Two major observations I take away from this:
- It was tremendously ballsy of the original design team to make so many radical, paradigm-shifting changes to the user interface and (more importantly) to the mental interaction model. It seems important that this succeeds if we ever want to evolve our interaction models from the one we have now- if nothing else, we need to learn how to wrap our heads around different models, and learn what implications changes have for design, education, etc. You can see that this comes at a cost, though- the polish is low (in part because so much has had to be written from scratch) and the cost of porting applications is high (because you have to change them so much), so out of the box the functionality is pretty limited. The ceiling has been raised- once fully realized this will be a better tool for education than a standard OS. In the mean time the experience is not great, and hitting that high ceiling will take years.
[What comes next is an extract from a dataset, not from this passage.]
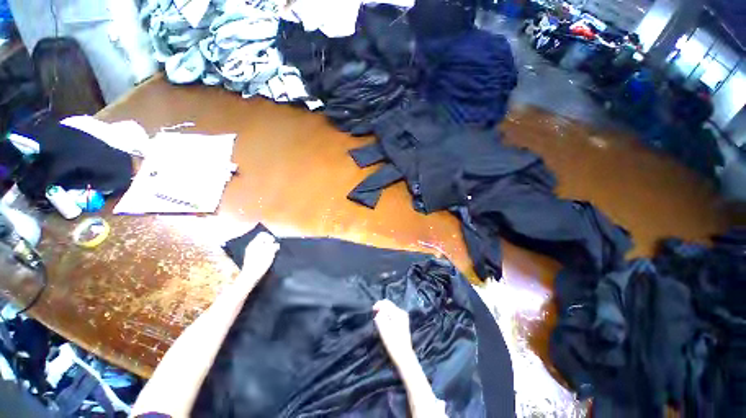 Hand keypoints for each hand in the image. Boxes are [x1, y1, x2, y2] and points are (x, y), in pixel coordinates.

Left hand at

- Despite the near total lack of apps and many rough edges I could still use this as my default desktop. Why? Because it has a web browser, and that is where so much of my life lives now.2 Among other things, this reminds me that if you’re working on a desktop shell that doesn’t treat website-applications as a peer to traditional apps (as Sugar does, albeit roughly, in the journal) you should probably rethink what you’re doing. Unfortunately, I’d also guess that the easy reliance on web apps will slow first-world developers from working on applications that work well on a third-world network.
Unfortunately, I don’t think I can use Sugar full time yet (there are a few apps that I need that won’t run under it, as I understand things) but for those of you who are slightly more flexible it seems like it might be a worthwhile project to use and get involved in.